Partial fraction decomposition is a technique used to break down complex rational functions into simpler fractions, which can then be used for further analysis or integration.

Factoring quadratics involves rewriting a quadratic expression, such as \( x^2 + x - 2 \), into a product of linear factors. This means you are looking for two binomials that, when multiplied together, give you the original quadratic.
To factor the quadratic \( x^2 + x - 2 \), we need numbers that multiply to \(-2\) (the constant term) and add up to \(1\) (the coefficient of the \(x\) term).

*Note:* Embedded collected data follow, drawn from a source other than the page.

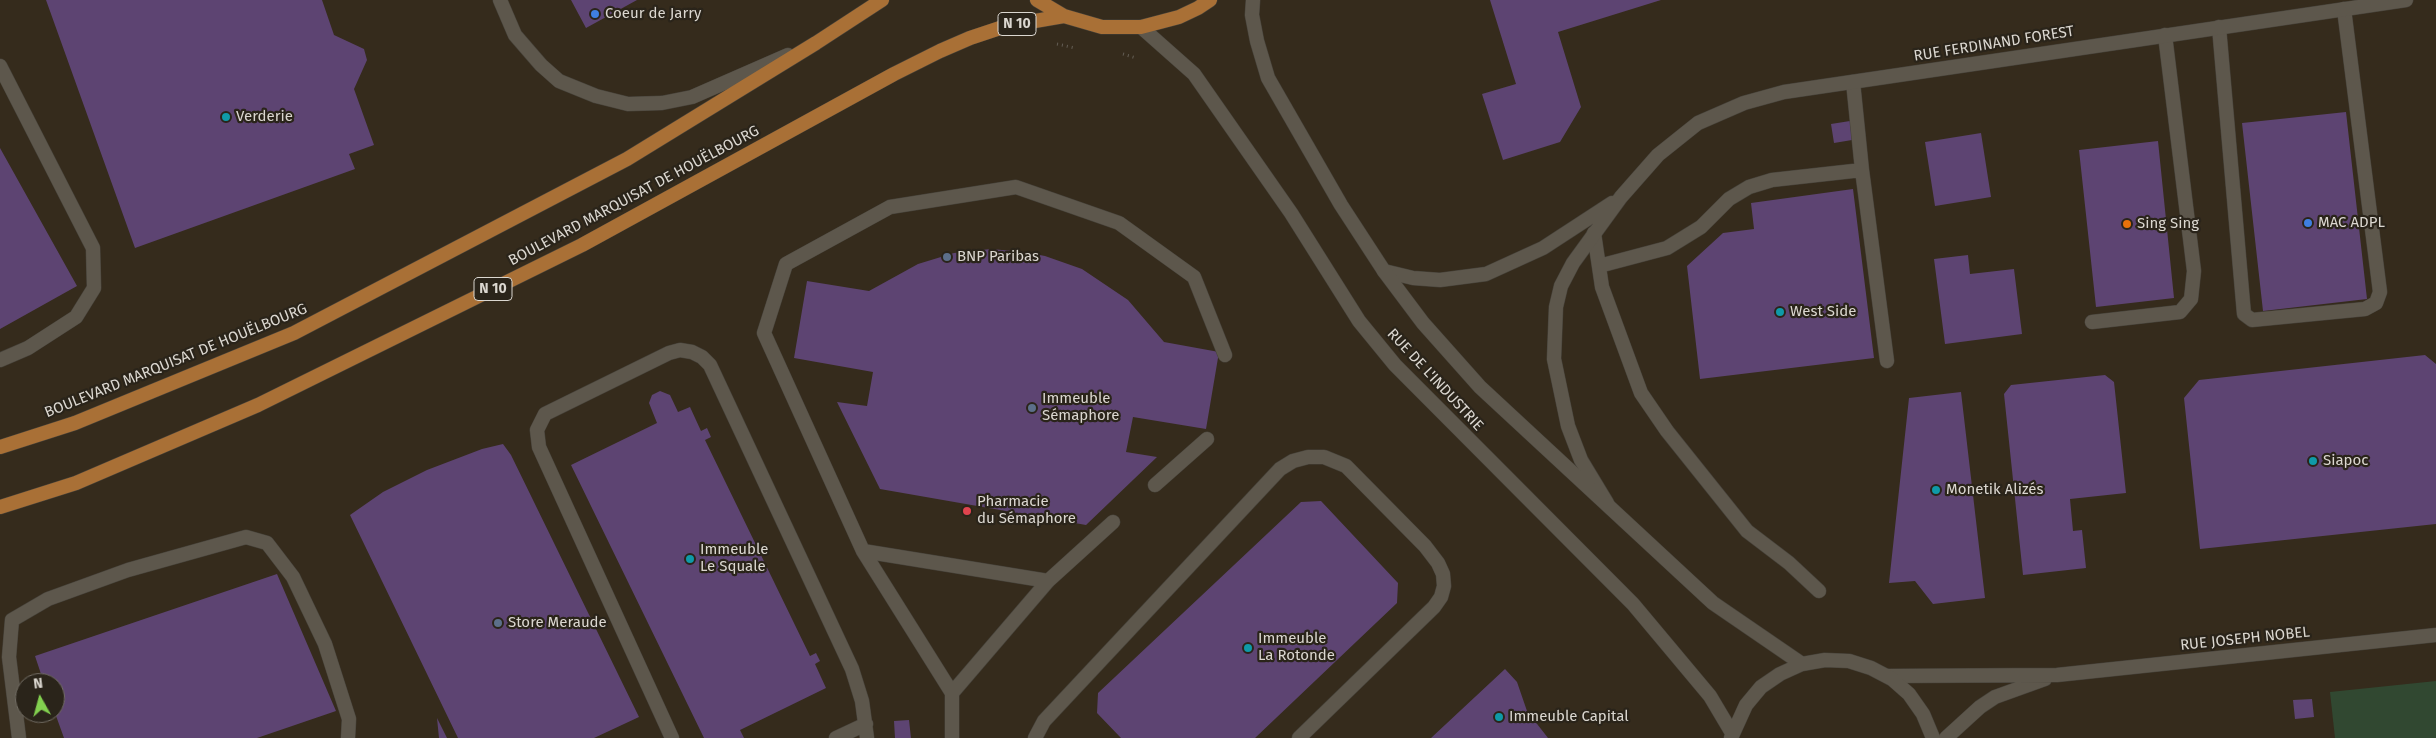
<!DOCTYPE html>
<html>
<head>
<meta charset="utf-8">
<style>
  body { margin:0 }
  #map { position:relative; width:2436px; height:738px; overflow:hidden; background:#2a241a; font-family:"Fira Sans",sans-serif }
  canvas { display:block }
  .north { position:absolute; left:15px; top:673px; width:50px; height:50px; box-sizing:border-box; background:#2a241a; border:1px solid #716c63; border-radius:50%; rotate:353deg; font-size:14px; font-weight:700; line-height:20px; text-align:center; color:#dbd7d0 }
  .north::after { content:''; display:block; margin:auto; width:18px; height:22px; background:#82d04f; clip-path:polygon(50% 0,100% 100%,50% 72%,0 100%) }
</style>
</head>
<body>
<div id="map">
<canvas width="2436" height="738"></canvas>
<div class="north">N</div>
</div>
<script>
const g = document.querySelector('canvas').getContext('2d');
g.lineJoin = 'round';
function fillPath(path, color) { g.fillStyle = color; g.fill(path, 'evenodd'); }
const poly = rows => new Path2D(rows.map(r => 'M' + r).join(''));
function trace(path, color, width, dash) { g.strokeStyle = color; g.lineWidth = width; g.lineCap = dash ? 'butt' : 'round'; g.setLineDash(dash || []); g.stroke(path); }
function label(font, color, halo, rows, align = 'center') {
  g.font = font + ' "Fira Sans",sans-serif'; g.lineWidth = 4.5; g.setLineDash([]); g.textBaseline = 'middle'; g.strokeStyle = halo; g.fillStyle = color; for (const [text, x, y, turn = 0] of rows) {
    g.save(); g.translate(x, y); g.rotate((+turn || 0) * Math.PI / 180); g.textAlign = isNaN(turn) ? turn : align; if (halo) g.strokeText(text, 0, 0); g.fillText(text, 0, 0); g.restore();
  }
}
fillPath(poly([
  [0,0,2436,0,2436,738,0,738],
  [25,683,55,683,55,713,25,713]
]), '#352b1c');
fillPath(poly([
  [2436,681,2436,738,2335,738,2330,692]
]), '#314831');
fillPath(poly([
  [46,0,322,0,334,35,364,49,367,60,354,89,374,145,349,154,355,169,135,248],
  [571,0,637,0,586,28],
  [1490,0,1661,0,1558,32,1581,107,1560,142,1503,160,1482,94,1516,84],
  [2346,112,2367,299,2263,311,2242,123],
  [1850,121,1852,140,1834,143,1831,124],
  [1981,133,1991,197,1935,206,1925,142],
  [2158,141,2174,298,2096,307,2079,150],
  [0,148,77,286,0,329],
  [1853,189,1874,358,1700,379,1687,266,1723,233,1754,229,1751,203],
  [991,249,1024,252,1045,256,1082,269,1128,300,1164,342,1219,352,1206,429,1133,417,1126,452,1157,457,1086,525,880,489,837,402,867,406,873,372,794,358,807,281,869,291,918,264,954,253],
  [1968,255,1970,274,2014,269,2022,334,1945,344,1934,259],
  [2425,355,2436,364,2436,524,2200,549,2184,398,2199,380],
  [2105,375,2114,382,2126,493,2070,499,2073,531,2082,530,2086,568,2023,575,2004,394,2011,385],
  [660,391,670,395,678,412,690,407,701,431,707,428,711,437,705,440,810,656,816,653,820,661,815,664,826,688,740,730,744,738,704,738,571,465,657,423,649,403,652,395],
  [1961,392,1985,598,1933,604,1915,581,1889,583,1909,398],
  [503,444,511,455,639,717,594,738,458,738,350,515,383,492,427,470,482,449],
  [1321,501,1398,583,1397,603,1255,738,1121,738,1097,713,1098,693,1301,502],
  [277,574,336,711,257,738,64,738,55,713,55,683,44,683,35,656],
  [1505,669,1517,682,1527,711,1548,738,1431,738],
  [2312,699,2314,717,2295,719,2293,700],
  [437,718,447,738,439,738],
  [909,720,911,738,895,738,894,721]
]), '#5d4472');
const service = poly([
  [2219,27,2244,314,2252,320,2365,309,2376,303,2380,292,2344,9],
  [0,66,93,248,94,288,76,317,28,348,0,360],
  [1862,170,1887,361],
  [1594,233,1602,287,1641,393,1667,431,1747,531,1789,563,1819,591],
  [1599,266,1667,248,1701,227,1729,199,1749,187,1772,180,1862,170,1853,82],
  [2092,322,2180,312,2191,299,2194,271,2165,35],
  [1155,485,1207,439],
  [863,551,1048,581],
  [952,693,1048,581,1113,522],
  [19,738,9,657,12,620,48,599,128,570,246,537,267,543,293,577,325,644,349,719,348,738],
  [672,738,539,447,537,430,545,414,669,353,680,350,692,352,702,357,710,365,852,669,862,701,867,738],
  [836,738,866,724],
  [952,738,952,693,863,551,764,333,786,264,890,207,1016,187,1119,223,1194,277,1225,355],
  [1035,738,1044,721,1280,469,1293,461,1308,457,1324,457,1346,466,1425,546,1438,563,1443,574,1444,586,1441,597,1434,607,1299,738]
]);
const minor = poly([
  [500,0,515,35,541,65,559,81,596,96,628,104,662,103,692,97,788,55],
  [1384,271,1413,278,1440,280,1486,274,1543,248,1612,203],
  [1607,503,1581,460,1568,426,1554,359,1556,307,1561,286,1573,263,1621,197,1658,155,1698,123,1744,103,1784,92,2406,0],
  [1887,676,2057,675,2436,635],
  [1946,738,1980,707,1995,697,2045,679]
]);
const secondary = poly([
  [1253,0,1252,15,1257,41,1268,78,1341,205,1384,271,1423,323,1480,387,1713,603,1802,664],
  [1141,27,1194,74,1291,213,1359,321,1395,365,1633,604,1710,696,1732,733],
  [1731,738,1746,705,1761,687,1780,674,1802,664,1825,660,1849,661,1871,668,1892,679,1909,694,1923,714,1933,738]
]);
const primary = poly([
  [1037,0,1064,16,1102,27,1141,27,1179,17,1198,8,1210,0],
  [0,447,75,423,294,333,627,159,816,43,882,0],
  [0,507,76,483,258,405,582,245,894,74,940,51,970,38,1006,26,1064,16]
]);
trace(service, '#46423a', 15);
trace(minor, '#46423a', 15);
trace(secondary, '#46423a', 15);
trace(primary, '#46423a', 15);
trace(poly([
  [1057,44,1075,48],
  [1123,54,1136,58]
]), '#645e55', 3, [1, 4]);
trace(service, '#5d574c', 14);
trace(minor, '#5d574c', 14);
trace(secondary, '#5d574c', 14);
trace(primary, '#a97036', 14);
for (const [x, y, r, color] of [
  [595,14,5,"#3f7fe0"],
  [226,117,5,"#0f9aa8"],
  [2308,223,5,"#3f7fe0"],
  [2127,224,5,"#e8710a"],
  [947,257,5,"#5c6f8a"],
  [1780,312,5,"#0f9aa8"],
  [1032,408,5,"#5c6f8a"],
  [2313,461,5,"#0f9aa8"],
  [1936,490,5,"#0f9aa8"],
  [967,511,5,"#e0444e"],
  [690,559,5,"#0f9aa8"],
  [498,623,5,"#5c6f8a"],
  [1248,648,5,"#0f9aa8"],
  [1499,717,5,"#0f9aa8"]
]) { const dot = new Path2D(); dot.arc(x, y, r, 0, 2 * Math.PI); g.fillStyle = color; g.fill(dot); trace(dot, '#2a241a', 2); }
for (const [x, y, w] of [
  [1017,24,38],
  [493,289,38]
]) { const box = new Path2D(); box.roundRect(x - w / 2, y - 11.5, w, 23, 4); g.fillStyle = '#2a241a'; g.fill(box); trace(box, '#dbd7d0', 1); }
label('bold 14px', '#dbd7d0', null, [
  ["N 10",1017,24],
  ["N 10",493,289]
]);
label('15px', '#dbd7d0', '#2a241a', [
  ["Coeur de Jarry",605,14],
  ["Verderie",236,117],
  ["MAC ADPL",2318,223],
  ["Sing Sing",2137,224],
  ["BNP Paribas",957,257],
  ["West Side",1790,312],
  ["Immeuble",1042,399],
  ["Sémaphore",1042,416],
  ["Siapoc",2323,461],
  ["Monetik Alizés",1946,490],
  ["Pharmacie",977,502],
  ["du Sémaphore",977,519],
  ["Immeuble",700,550],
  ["Le Squale",700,567],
  ["Store Meraude",508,623],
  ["Immeuble",1258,639],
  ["La Rotonde",1258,656],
  ["Immeuble Capital",1509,717]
], 'left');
label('15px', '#dbd7d0', '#2a241a', [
  ["RUE FERDINAND FOREST",1994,44,-9],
  ["BOULEVARD MARQUISAT DE HOUËLBOURG",634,196,-28],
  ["BOULEVARD MARQUISAT DE HOUËLBOURG",176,361,-22],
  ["RUE DE L'INDUSTRIE",1435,380,47],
  ["RUE JOSEPH NOBEL",2245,639,-6]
]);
</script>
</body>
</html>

The numbers \(2\) and \(-1\) work perfectly for this, allowing us to write the expression as \((x+2)(x-1)\).

• This transformation is crucial for simplifying expressions and solving equations.
• It also helps in setting up the initial form of a partial fraction decomposition.

Factoring plays a big role in reducing complex algebra problems into more manageable ones.

Linear equations are equations of the first degree, meaning they involve variables raised only to the first power. When breaking down complex problems, like rational functions, identifying linear relationships through these equations becomes vital.
In partial fraction decomposition, once the expression is set up as \( \frac{A}{x+2} + \frac{B}{x-1} \), solving for \(A\) and \(B\) involves creating and solving linear equations.
Equating the coefficients of \(x\) and the constant terms results in the following system:

• \(A + B = 2\)
• \(2B - A = 1\)

These are linear equations that need solving to find the values of \(A\) and \(B\), which are crucial for completing the partial fraction decomposition.

A system of equations consists of two or more equations that share the same set of variables, and the goal is to find values for these variables that satisfy all the equations simultaneously.
In the context of partial fraction decomposition, we solve the system:

• \(A + B = 2\)
• \(2B - A = 1\)

Here, we are tasked with solving for \(A\) and \(B\). By substituting \(A = 2 - B\) from the first equation into the second, you simplify the problem into one equation with one variable:
\[3B = 3\]
This yields \(B = 1\), and substituting back gives \(A = 1\). Systems of equations are a vital algebraic tool for breaking down and solving parts of more complex problems like the one we have here.